Well over a year into the Covid-19 pandemic, visualizations of case data have become ubiquitous. By far, the most popular metric that public health officials and media outlets rely on is the daily count of new cases.
But as the Delta wave picked up steam in the U.S., STAT introduced a new metric that helps detect early changes in case trends: case acceleration.
On this page, STAT is making available for the first time real-time acceleration data for U.S. states and territories.
Charts on this page use data from the Centers for Disease Control and Prevention, the Center for Systems Science and Engineering at Johns Hopkins University, and Our World in Data to calculate the rate of weekly case acceleration, based on daily case counts. Charts on this page will be updated daily as new data become available.
What is acceleration?
A car’s speedometer tells you how fast that car is moving at any given time. The scientific term for this is velocity. Acceleration is a measure of the change in velocity, in other words how fast something is speeding up or slowing down.

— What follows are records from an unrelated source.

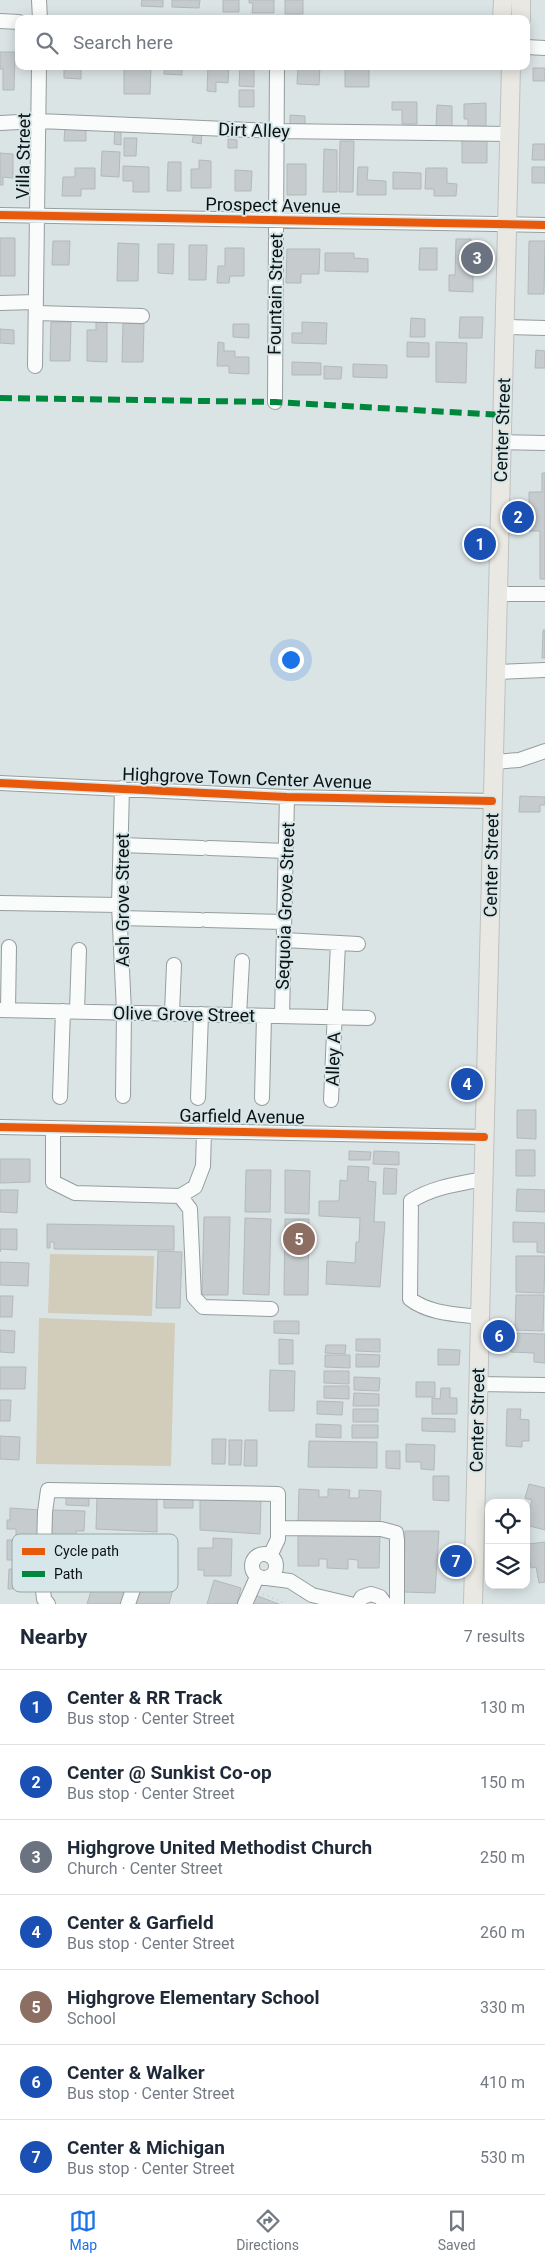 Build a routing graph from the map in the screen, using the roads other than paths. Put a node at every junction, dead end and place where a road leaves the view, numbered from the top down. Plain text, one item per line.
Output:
1 (39, 0) edge
2 (503, 0) edge
3 (521, 0) edge
4 (40, 15) edge
5 (502, 15) edge
6 (521, 15) edge
7 (0, 21) edge
8 (15, 22) edge
9 (530, 47) edge
10 (545, 48) edge
11 (39, 70) edge
12 (277, 70) edge
13 (511, 70) edge
14 (38, 121) junction
15 (0, 123) edge
16 (276, 131) junction
17 (509, 134) junction
18 (0, 215) edge
19 (37, 216) junction
20 (276, 220) junction
21 (507, 225) junction
22 (545, 225) edge
23 (0, 303) edge
24 (36, 307) junction
25 (142, 316) dead end
26 (504, 328) junction
27 (545, 328) edge
28 (35, 366) dead end
29 (275, 402) dead end
30 (501, 442) junction
31 (545, 443) edge
32 (498, 594) junction
33 (545, 594) edge
34 (545, 670) edge
35 (496, 672) junction
36 (545, 750) edge
37 (493, 762) junction
38 (0, 783) edge
39 (122, 788) junction
40 (288, 797) junction
41 (492, 801) junction
42 (121, 845) junction
43 (286, 851) junction
44 (0, 903) edge
45 (120, 912) junction
46 (284, 922) junction
47 (284, 940) junction
48 (338, 943) junction
49 (358, 944) dead end
50 (9, 947) dead end
51 (79, 950) dead end
52 (242, 961) dead end
53 (174, 965) dead end
54 (4, 1010) edge
55 (63, 1011) junction
56 (77, 1011) junction
57 (124, 1012) junction
58 (172, 1013) junction
59 (201, 1014) junction
60 (239, 1015) junction
61 (264, 1016) junction
62 (282, 1016) junction
63 (335, 1017) junction
64 (368, 1018) dead end
65 (123, 1096) dead end
66 (60, 1097) dead end
67 (198, 1098) dead end
68 (262, 1098) dead end
69 (331, 1100) dead end
70 (0, 1127) edge
71 (53, 1128) junction
72 (204, 1130) junction
73 (484, 1137) junction
74 (483, 1179) junction
75 (180, 1196) junction
76 (271, 1310) dead end
77 (480, 1317) junction
78 (478, 1384) junction
79 (545, 1385) edge
80 (278, 1533) junction
81 (45, 1534) edge
82 (273, 1559) junction
83 (290, 1581) junction
84 (254, 1588) edge
85 (44, 1592) edge
86 (132, 1592) edge
87 (48, 1604) edge
88 (128, 1604) edge
89 (350, 1604) edge
90 (358, 1604) edge
91 (385, 1604) edge
92 (397, 1604) edge
93 (473, 1604) edge

1 - 4 street
2 - 5 main road
3 - 6 main road
7 - 8 street
9 - 10 street
11 - 14 street, Villa Street
12 - 16 street, Fountain Street
13 - 17 main road, Center Street
14 - 15 street, Dirt Alley
14 - 16 street, Dirt Alley
14 - 19 street, Villa Street
16 - 17 street, Dirt Alley
16 - 20 street, Fountain Street
17 - 21 main road, Center Street
18 - 19 street, Prospect Avenue
19 - 20 street, Prospect Avenue
19 - 24 street, Villa Street
20 - 21 street, Prospect Avenue
20 - 29 street, Fountain Street
21 - 22 street, Prospect Avenue
21 - 26 main road, Center Street
23 - 24 street
24 - 25 street
24 - 28 street, Villa Street
26 - 27 street
26 - 30 main road, Center Street
30 - 31 street
30 - 32 main road, Center Street
32 - 33 street
32 - 35 main road, Center Street
34 - 35 street
35 - 37 main road, Center Street
36 - 37 street
37 - 41 main road, Center Street
38 - 39 street, Highgrove Town Center Avenue
39 - 40 street, Highgrove Town Center Avenue
39 - 42 street, Ash Grove Street
40 - 41 street, Highgrove Town Center Avenue
40 - 43 street, Sequoia Grove Street
41 - 73 main road, Center Street
42 - 43 street
42 - 45 street, Ash Grove Street
43 - 46 street, Sequoia Grove Street
44 - 45 street
45 - 46 street
45 - 57 street, Ash Grove Street
46 - 47 street, Sequoia Grove Street
47 - 48 street
47 - 62 street, Sequoia Grove Street
48 - 49 street
48 - 63 street, Alley A
50 - 54 street
51 - 56 street
52 - 60 street
53 - 58 street
54 - 55 street, Olive Grove Street
55 - 56 street, Olive Grove Street
55 - 66 street
56 - 57 street, Olive Grove Street
57 - 58 street, Olive Grove Street
57 - 65 street, Ash Grove Street
58 - 59 street, Olive Grove Street
59 - 60 street, Olive Grove Street
59 - 67 street
60 - 61 street, Olive Grove Street
61 - 62 street, Olive Grove Street
61 - 68 street
62 - 63 street, Olive Grove Street
63 - 64 street, Olive Grove Street
63 - 69 street, Alley A
70 - 71 street, Garfield Avenue
71 - 72 street, Garfield Avenue
71 - 75 street
72 - 73 street, Garfield Avenue
72 - 75 street
73 - 74 main road, Center Street
74 - 77 main road, Center Street
74 - 77 street
75 - 76 street
77 - 78 main road, Center Street
78 - 79 street
78 - 93 main road, Center Street
80 - 81 street
80 - 82 street
80 - 92 street
82 - 83 street
82 - 84 street
82 - 84 street
83 - 84 street
83 - 89 street
85 - 87 street
86 - 88 street
90 - 91 street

The daily count of new Covid-19 cases can be thought of as the pandemic’s velocity. If velocity tells us how bad the pandemic is at any given time, acceleration tells us how fast things are getting better or worse.
In these charts, when the values are positive, new case counts are increasing, and when the values are negative, new case counts are falling. Highlighted in red, we can see more clearly each wave’s intensity and duration.
What has changed
Since STAT’s analysis of acceleration data in June, the course of the Delta wave has progressed significantly.

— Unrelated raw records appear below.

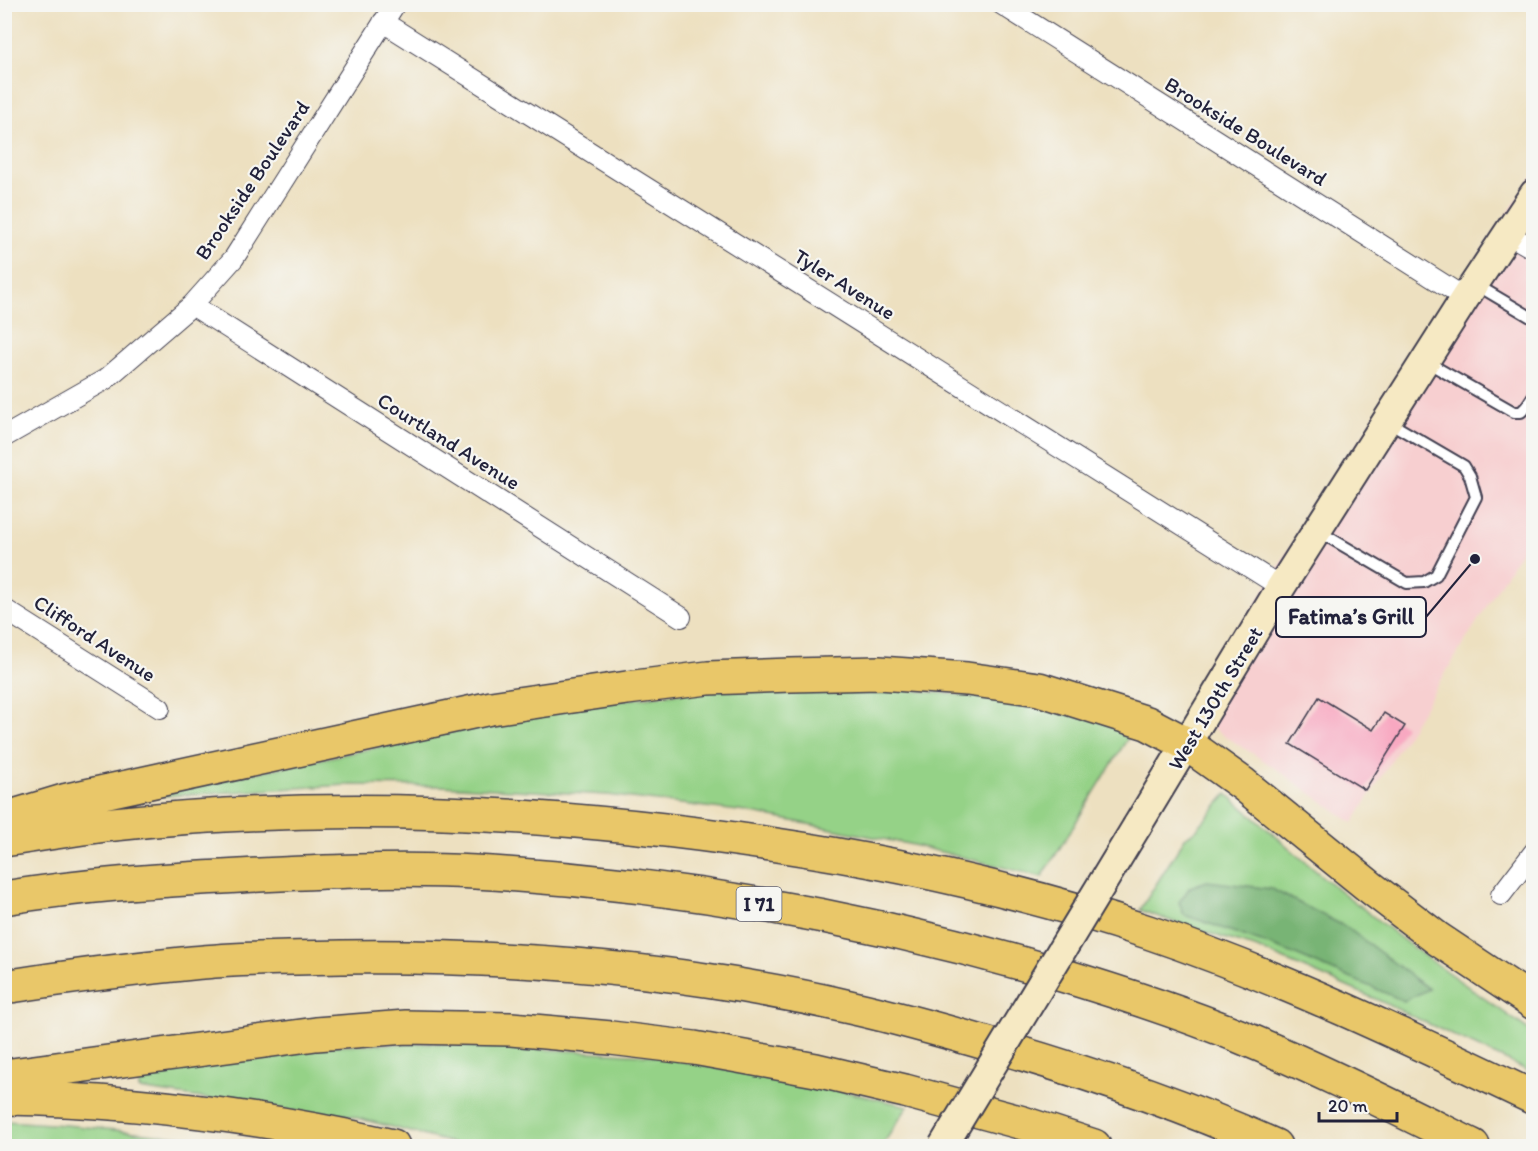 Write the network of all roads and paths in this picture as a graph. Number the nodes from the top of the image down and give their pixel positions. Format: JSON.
{"nodes":[{"id":1,"x":395,"y":4,"type":"edge"},
{"id":2,"x":1001,"y":4,"type":"edge"},
{"id":3,"x":383,"y":22,"type":"junction"},
{"id":4,"x":1533,"y":194,"type":"edge"},
{"id":5,"x":1508,"y":234,"type":"junction"},
{"id":6,"x":1533,"y":249,"type":"edge"},
{"id":7,"x":1470,"y":291,"type":"junction"},
{"id":8,"x":192,"y":305,"type":"junction"},
{"id":9,"x":1533,"y":319,"type":"edge"},
{"id":10,"x":1425,"y":360,"type":"junction"},
{"id":11,"x":1533,"y":395,"type":"edge"},
{"id":12,"x":1387,"y":421,"type":"junction"},
{"id":13,"x":4,"y":437,"type":"edge"},
{"id":14,"x":1317,"y":530,"type":"junction"},
{"id":15,"x":1281,"y":587,"type":"junction"},
{"id":16,"x":4,"y":609,"type":"edge"},
{"id":17,"x":681,"y":617,"type":"dead end"},
{"id":18,"x":160,"y":708,"type":"dead end"},
{"id":19,"x":1187,"y":744,"type":"junction"},
{"id":20,"x":4,"y":819,"type":"edge"},
{"id":21,"x":4,"y":840,"type":"edge"},
{"id":22,"x":1533,"y":852,"type":"edge"},
{"id":23,"x":1502,"y":895,"type":"dead end"},
{"id":24,"x":4,"y":898,"type":"edge"},
{"id":25,"x":4,"y":987,"type":"edge"},
{"id":26,"x":1533,"y":1003,"type":"edge"},
{"id":27,"x":4,"y":1076,"type":"edge"},
{"id":28,"x":4,"y":1098,"type":"edge"},
{"id":29,"x":1533,"y":1098,"type":"edge"},
{"id":30,"x":393,"y":1146,"type":"edge"},
{"id":31,"x":943,"y":1146,"type":"edge"},
{"id":32,"x":1094,"y":1146,"type":"edge"},
{"id":33,"x":1275,"y":1146,"type":"edge"},
{"id":34,"x":1473,"y":1146,"type":"edge"}],
"edges":[{"from":1,"to":3,"type":"street","name":"Brookside Boulevard"},
{"from":2,"to":7,"type":"street","name":"Brookside Boulevard"},
{"from":3,"to":8,"type":"street","name":"Brookside Boulevard"},
{"from":3,"to":15,"type":"street","name":"Tyler Avenue"},
{"from":4,"to":5,"type":"main road","name":"West 130th Street"},
{"from":5,"to":6,"type":"street"},
{"from":5,"to":7,"type":"main road","name":"West 130th Street"},
{"from":7,"to":9,"type":"lane"},
{"from":7,"to":10,"type":"main road","name":"West 130th Street"},
{"from":8,"to":13,"type":"street","name":"Brookside Boulevard"},
{"from":8,"to":17,"type":"street","name":"Courtland Avenue"},
{"from":10,"to":11,"type":"lane"},
{"from":10,"to":12,"type":"main road","name":"West 130th Street"},
{"from":12,"to":14,"type":"main road","name":"West 130th Street"},
{"from":12,"to":14,"type":"lane"},
{"from":14,"to":15,"type":"main road","name":"West 130th Street"},
{"from":15,"to":19,"type":"main road","name":"West 130th Street"},
{"from":16,"to":18,"type":"street","name":"Clifford Avenue"},
{"from":19,"to":20,"type":"highway"},
{"from":19,"to":26,"type":"highway"},
{"from":19,"to":31,"type":"main road","name":"West 130th Street","bridge":true},
{"from":21,"to":29,"type":"highway"},
{"from":22,"to":23,"type":"street"},
{"from":24,"to":34,"type":"highway","number":"I 71"},
{"from":25,"to":33,"type":"highway"},
{"from":27,"to":32,"type":"highway"},
{"from":28,"to":30,"type":"highway"}]}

Missouri, the first state to experience prolonged positive acceleration this summer, now appears past its peak with cases consistently slowing down.
Likewise, many of the southern states where the Delta wave has been felt most acutely — Florida, Alabama, Arkansas, and Louisiana — are also now seeing sustained deceleration in cases.
In the case of Louisiana, however, it should be noted that the state is currently recovering from the impacts of Hurricane Ida, which could be affecting the state’s reporting ability, thus skewing the data downward.
However, other states like West Virginia, South Carolina, and Georgia, continue to see sustained case acceleration.